Each heading has a URL that is derived from the corresponding title heading:

Archival Unit

Abbreviation: AU

Content in the LOCKSS system is grouped into archival units (AUs). AUs are user-defined subdivisions of content, preferably finite in scope, that delineate a meaningful grouping of items or data being preserved together. For instance, if the content to be preserved is serial scholarly content from an academic journal, an AU may be defined as a volume or a year's worth of content.

Because the LOCKSS system first arose in the context of preserving Web-based scholarly content, AUs are still arranged in titles, which are arranged in publishers. One can think of publishers as naming the content-producing entity (publisher, institution...), titles as naming a collection (publication, type of content...), and AUs as naming tranches of content in that collection (volume, year, range...).

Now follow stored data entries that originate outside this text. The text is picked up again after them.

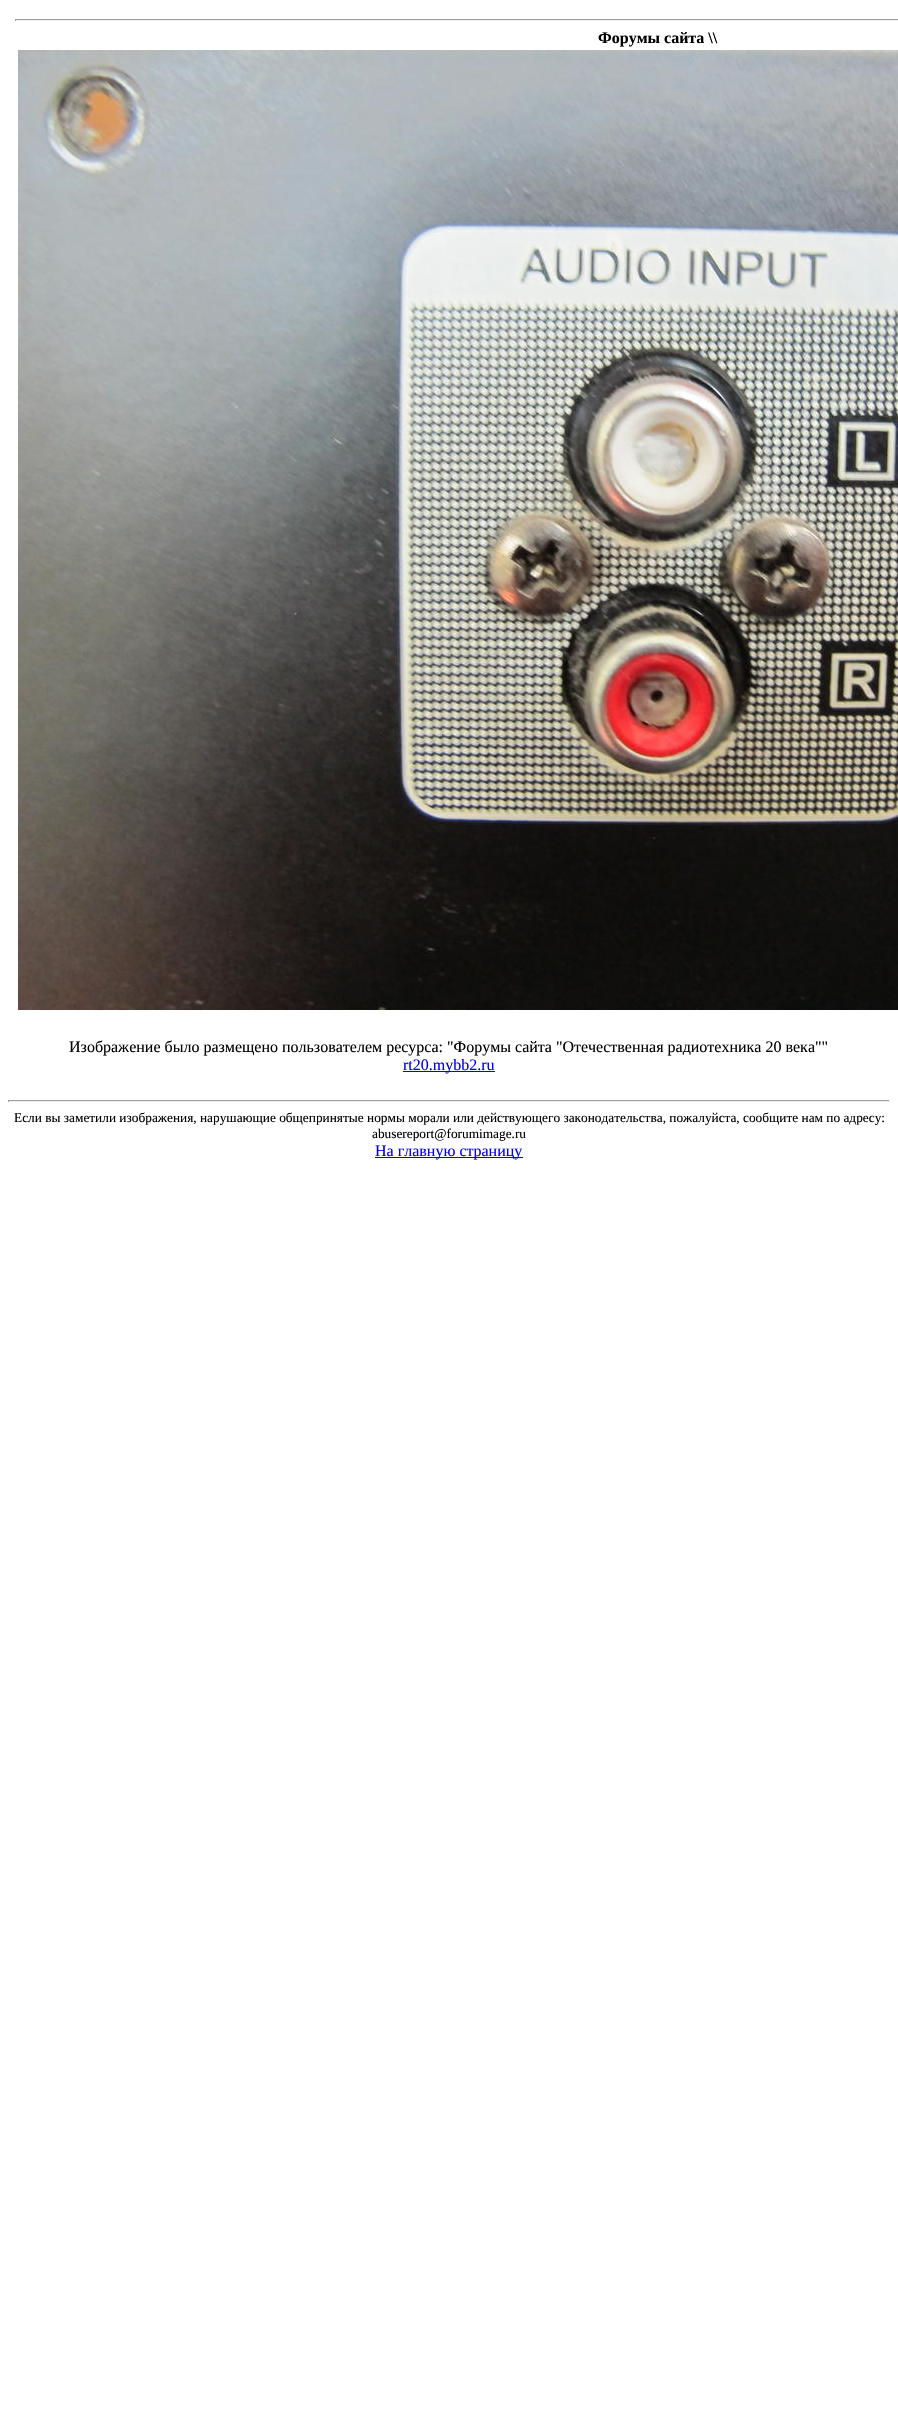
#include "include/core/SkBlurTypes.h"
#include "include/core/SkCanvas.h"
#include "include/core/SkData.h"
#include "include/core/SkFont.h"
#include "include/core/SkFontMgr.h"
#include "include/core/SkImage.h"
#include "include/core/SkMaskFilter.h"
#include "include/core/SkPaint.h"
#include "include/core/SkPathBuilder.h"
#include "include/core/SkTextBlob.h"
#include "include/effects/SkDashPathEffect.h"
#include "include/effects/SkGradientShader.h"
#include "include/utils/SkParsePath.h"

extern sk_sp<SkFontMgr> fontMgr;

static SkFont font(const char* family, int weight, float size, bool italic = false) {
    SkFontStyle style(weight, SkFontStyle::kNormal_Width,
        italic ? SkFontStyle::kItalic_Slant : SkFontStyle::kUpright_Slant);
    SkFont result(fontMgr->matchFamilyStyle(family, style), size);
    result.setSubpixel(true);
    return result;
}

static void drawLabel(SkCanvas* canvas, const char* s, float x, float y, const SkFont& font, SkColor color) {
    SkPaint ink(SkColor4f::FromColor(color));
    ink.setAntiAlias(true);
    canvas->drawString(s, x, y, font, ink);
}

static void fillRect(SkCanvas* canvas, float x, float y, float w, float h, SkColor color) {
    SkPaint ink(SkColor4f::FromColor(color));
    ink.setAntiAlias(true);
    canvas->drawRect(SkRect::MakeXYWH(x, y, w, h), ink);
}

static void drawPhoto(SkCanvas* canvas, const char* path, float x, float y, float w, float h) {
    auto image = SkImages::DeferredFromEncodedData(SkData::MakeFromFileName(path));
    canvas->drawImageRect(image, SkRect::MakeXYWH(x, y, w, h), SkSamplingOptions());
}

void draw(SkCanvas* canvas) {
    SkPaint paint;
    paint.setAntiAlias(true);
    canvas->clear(0xFFFFFFFF);
    fillRect(canvas, 15, 19, 883, 1, 0xFF9F9F9F);
    fillRect(canvas, 15, 20, 883, 1, 0xFFEEEEEE);
    fillRect(canvas, 15, 19, 1, 2, 0xFF9F9F9F);
    SkFont font1 = font("Liberation Serif", 700, 16);
    drawLabel(canvas, "Форумы сайта \\\\", 598, 43, font1, 0xFF000000);
    drawPhoto(canvas, "assets/img1.png", 18, 50, 880, 960);
    SkFont font2 = font("Liberation Serif", 400, 16);
    drawLabel(canvas, "Изображение было размещено пользователем ресурса: \"Форумы сайта \"Отечественная радиотехника 20 века\"\"", 69, 1052, font2, 0xFF000000);
    fillRect(canvas, 403, 1071, 92, 1, 0xFF0000EE);
    drawLabel(canvas, "rt20.mybb2.ru", 403, 1070, font2, 0xFF0000EE);
    fillRect(canvas, 8, 1100, 882, 1, 0xFF9F9F9F);
    fillRect(canvas, 889, 1100, 1, 2, 0xFFEEEEEE);
    fillRect(canvas, 8, 1101, 882, 1, 0xFFEEEEEE);
    fillRect(canvas, 8, 1100, 1, 2, 0xFF9F9F9F);
    SkFont font3 = font("Liberation Serif", 400, 13.33f);
    drawLabel(canvas, "Если вы заметили изображения, нарушающие общепринятые нормы морали или действующего законодательства, пожалуйста, сообщите нам по адресу:", 14, 1122, font3, 0xFF000000);
    drawLabel(canvas, "abusereport@forumimage.ru", 372, 1138, font3, 0xFF000000);
    fillRect(canvas, 375, 1157, 148, 1, 0xFF0000EE);
    drawLabel(canvas, "На главную страницу", 375, 1156, font2, 0xFF0000EE);
}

Each AU is governed by a LOCKSS plugin and listed in the title database.

Plugin

A LOCKSS plugin is a bundle of descriptors, rules and code loaded into the LOCKSS software, describing how to harvest and process a preservation target.

References:

Title Database

The list of archival units (AUs) available to be preserved, as well as their characteristics like cataloging/bibliographic information, which LOCKSS plugin is needed to process them, and the value of plugin-dependent parameters, is made available from the preservation network's title database.

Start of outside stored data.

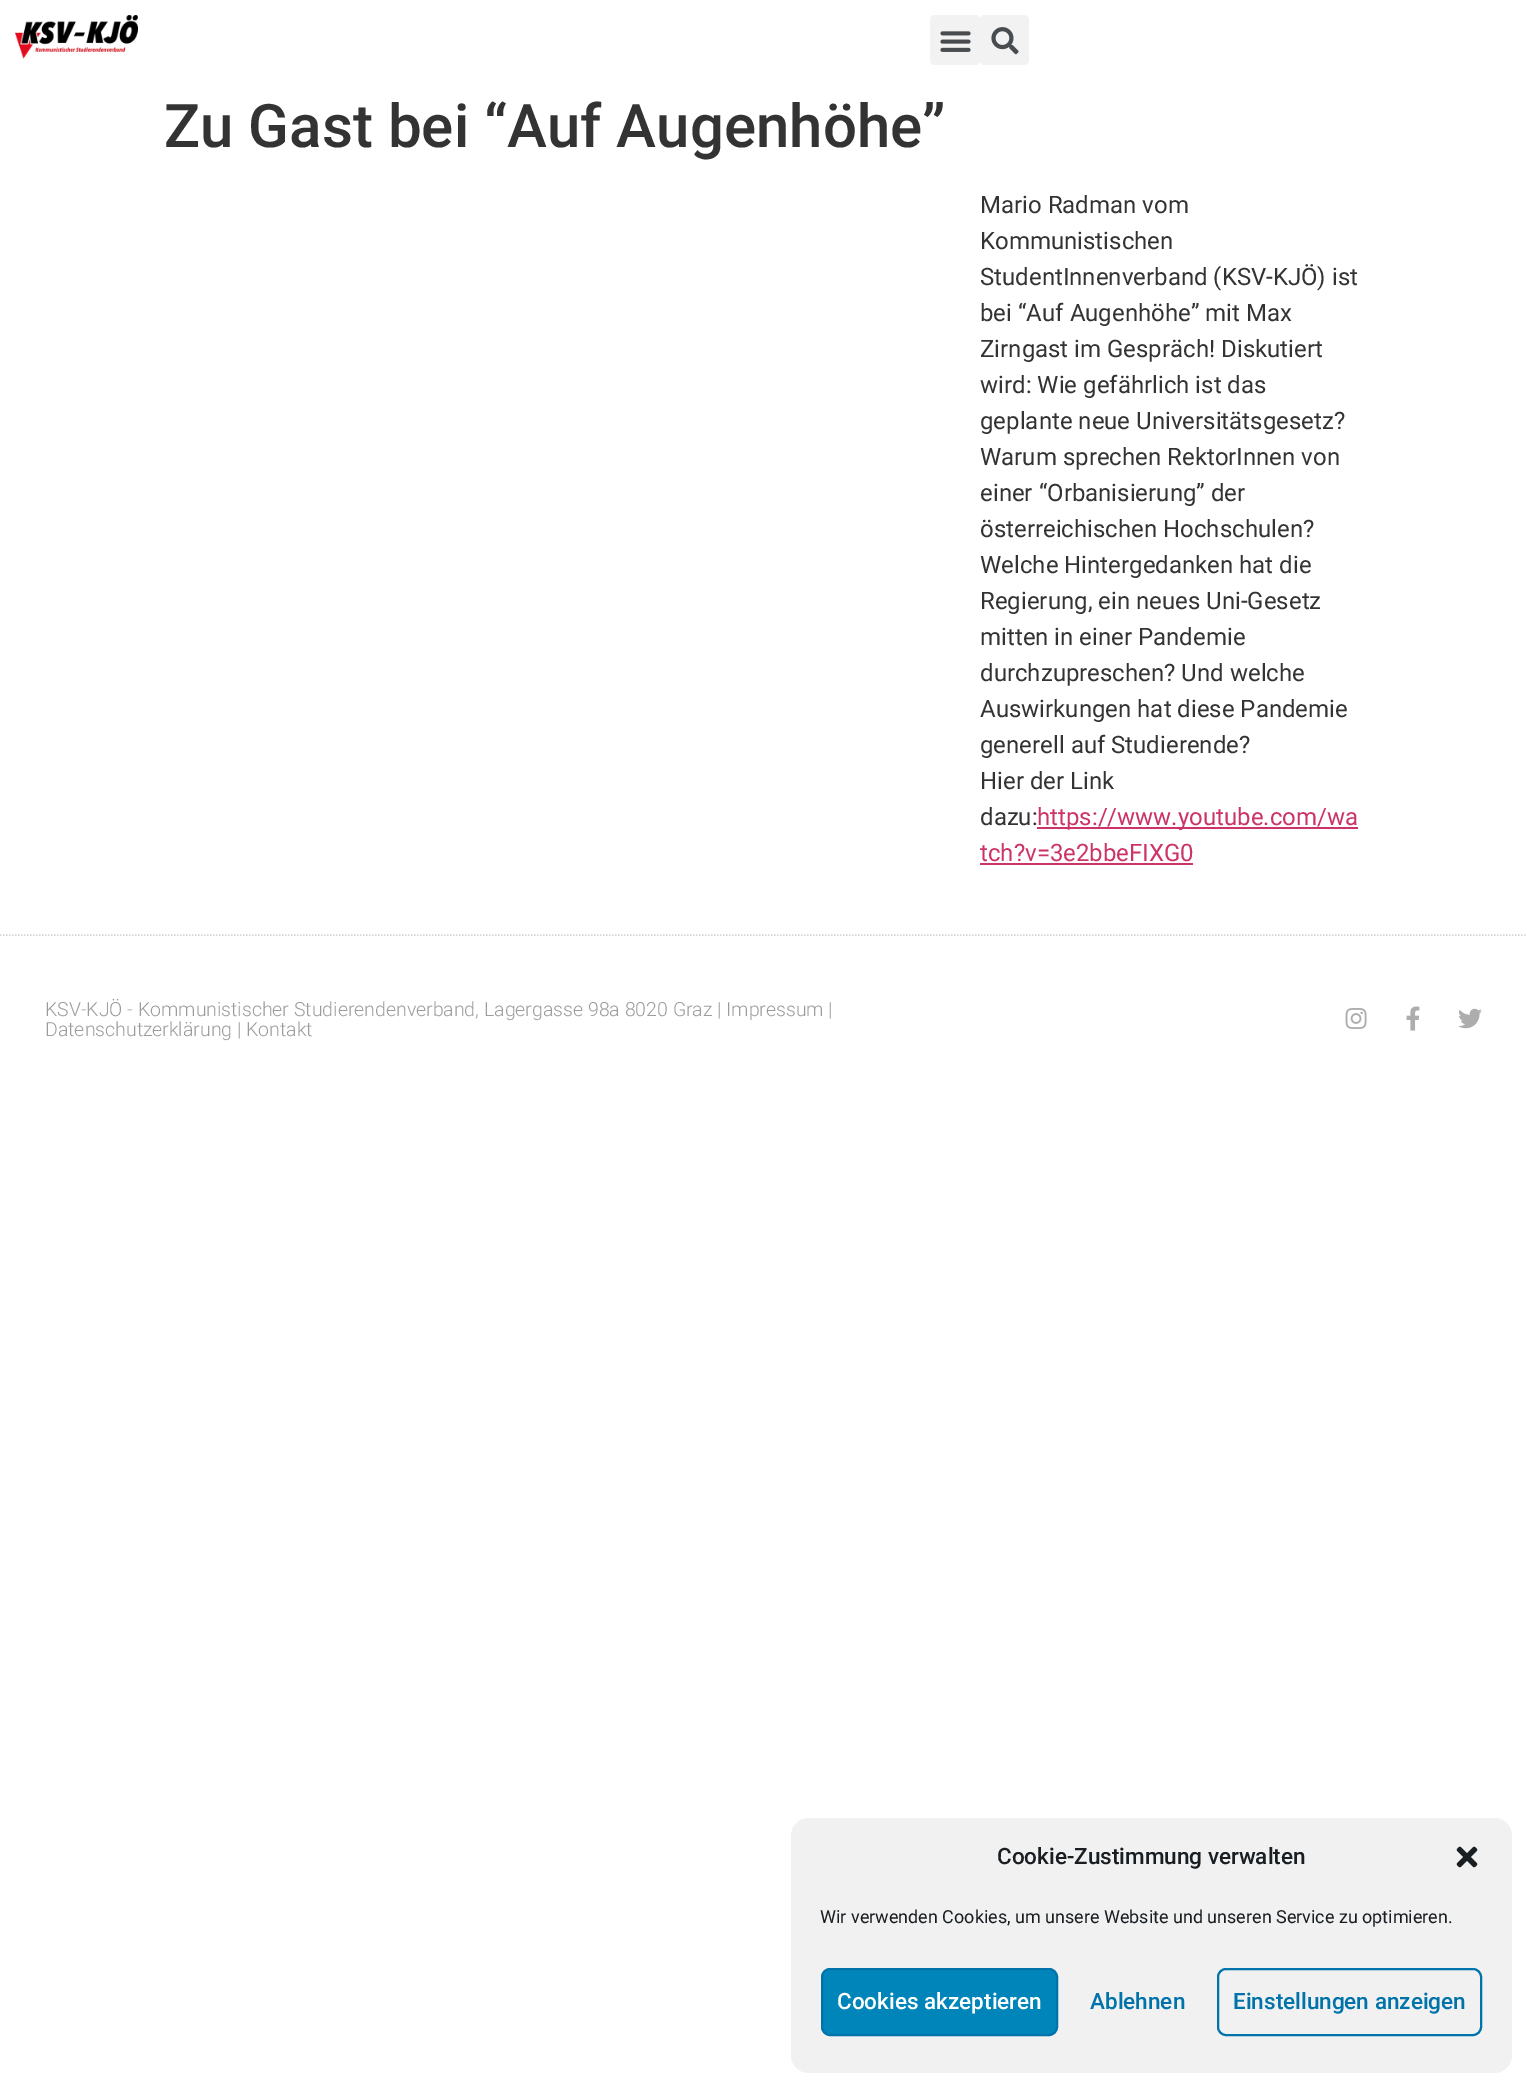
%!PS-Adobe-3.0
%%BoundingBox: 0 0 1527 2087
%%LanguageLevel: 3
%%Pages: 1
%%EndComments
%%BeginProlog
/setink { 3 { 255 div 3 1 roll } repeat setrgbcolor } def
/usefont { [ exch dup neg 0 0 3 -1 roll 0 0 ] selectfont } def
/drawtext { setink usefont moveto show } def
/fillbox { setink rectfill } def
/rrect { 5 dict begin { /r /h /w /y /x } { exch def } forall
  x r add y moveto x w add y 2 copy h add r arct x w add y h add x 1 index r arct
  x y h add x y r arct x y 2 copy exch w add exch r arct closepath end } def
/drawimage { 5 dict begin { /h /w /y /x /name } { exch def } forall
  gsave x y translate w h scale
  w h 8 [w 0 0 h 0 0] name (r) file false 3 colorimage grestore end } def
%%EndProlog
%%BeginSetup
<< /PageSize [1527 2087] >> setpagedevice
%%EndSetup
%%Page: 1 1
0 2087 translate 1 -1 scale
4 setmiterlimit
0 0 1527 2087 255 255 255 fillbox
(assets/img1.rgb) 15 15 123 44 drawimage
242 242 242 setink
930 15 50 50 5 rrect fill
(assets/img2.rgb) 940 31 31 21 drawimage
980 15 49 50 5 rrect fill
(assets/img3.rgb) 991 27 28 28 drawimage
(Zu Gast bei “Auf Augenhöhe”) 164 147 /Roboto-Medium 60 51 51 51 drawtext
(Mario Radman vom) 980 213 /Roboto-Regular 24 51 51 51 drawtext
(Kommunistischen) 980 249 /Roboto-Regular 24 51 51 51 drawtext
(StudentInnenverband \(KSV-KJÖ\) ist) 980 285 /Roboto-Regular 24 51 51 51 drawtext
(bei “Auf Augenhöhe” mit Max) 980 321 /Roboto-Regular 24 51 51 51 drawtext
(Zirngast im Gespräch! Diskutiert) 980 357 /Roboto-Regular 24 51 51 51 drawtext
(wird: Wie gefährlich ist das) 980 393 /Roboto-Regular 24 51 51 51 drawtext
(geplante neue Universitätsgesetz?) 980 429 /Roboto-Regular 24 51 51 51 drawtext
(Warum sprechen RektorInnen von) 980 465 /Roboto-Regular 24 51 51 51 drawtext
(einer “Orbanisierung” der) 980 501 /Roboto-Regular 24 51 51 51 drawtext
(österreichischen Hochschulen?) 980 537 /Roboto-Regular 24 51 51 51 drawtext
(Welche Hintergedanken hat die) 980 573 /Roboto-Regular 24 51 51 51 drawtext
(Regierung, ein neues Uni-Gesetz) 980 609 /Roboto-Regular 24 51 51 51 drawtext
(mitten in einer Pandemie) 980 645 /Roboto-Regular 24 51 51 51 drawtext
(durchzupreschen? Und welche) 980 681 /Roboto-Regular 24 51 51 51 drawtext
(Auswirkungen hat diese Pandemie) 980 717 /Roboto-Regular 24 51 51 51 drawtext
(generell auf Studierende?) 980 753 /Roboto-Regular 24 51 51 51 drawtext
(Hier der Link) 980 789 /Roboto-Regular 24 51 51 51 drawtext
(dazu:) 980 825 /Roboto-Regular 24 51 51 51 drawtext
1037 827 321 2 204 51 102 fillbox
(https://www.youtube.com/wa) 1037 825 /Roboto-Regular 24 204 51 102 drawtext
(tch?v=3e2bbeFIXG0) 980 861 /Roboto-Regular 24 204 51 102 drawtext
980 863 213 2 204 51 102 fillbox
214 214 214 setink
1.5 setlinewidth
[1.5 1.5] 0 setdash
0 935 moveto 1527 935 lineto stroke
(KSV-KJÖ - Kommunistischer Studierendenverband, Lagergasse 98a 8020 Graz | Impressum |) 45 1016 /Roboto-Light 19.5 156 156 156 drawtext
(Datenschutzerklärung | Kontakt) 45 1036 /Roboto-Light 19.5 156 156 156 drawtext
(assets/img4.rgb) 1345 1008 22 21 drawimage
(assets/img5.rgb) 1406 1006 14 25 drawimage
(assets/img6.rgb) 1458 1008 24 21 drawimage
241 241 241 setink
791 1818 721 255 18 rrect fill
(Cookie-Zustimmung verwalten) 997 1864 /Roboto-Medium 22.5 25 30 35 drawtext
(assets/img7.rgb) 1456 1846 22 22 drawimage
(Wir verwenden Cookies, um unsere Website und unseren Service zu optimieren.) 820 1923 /Roboto-Regular 18 25 30 35 drawtext
0 133 186 setink
822 1969 235 66 8 rrect gsave fill grestore
0 115 170 setink
2 setlinewidth
[] 0 setdash
stroke
(Cookies akzeptieren) 837 2009 /Roboto-Medium 22.5 255 255 255 drawtext
(Ablehnen) 1090 2009 /Roboto-Medium 22.5 0 115 170 drawtext
1218 1969 263 66 8 rrect stroke
(Einstellungen anzeigen) 1233 2009 /Roboto-Medium 22.5 0 115 170 drawtext
showpage
%%EOF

The title database is not really a database but rather a knowledge base. Currently, the LOCKSS software consumes it in the form of one or more XML files called title database XML files. There are different techniques to generate these title database XML files. The LOCKSS Team represents AU information in text files called TDB files, which are then translated into XML. The MetaArchive Cooperative keeps AU information in a Web application called the Conspectus Database, which generates XML. Other entities developed their own tools to produce XML.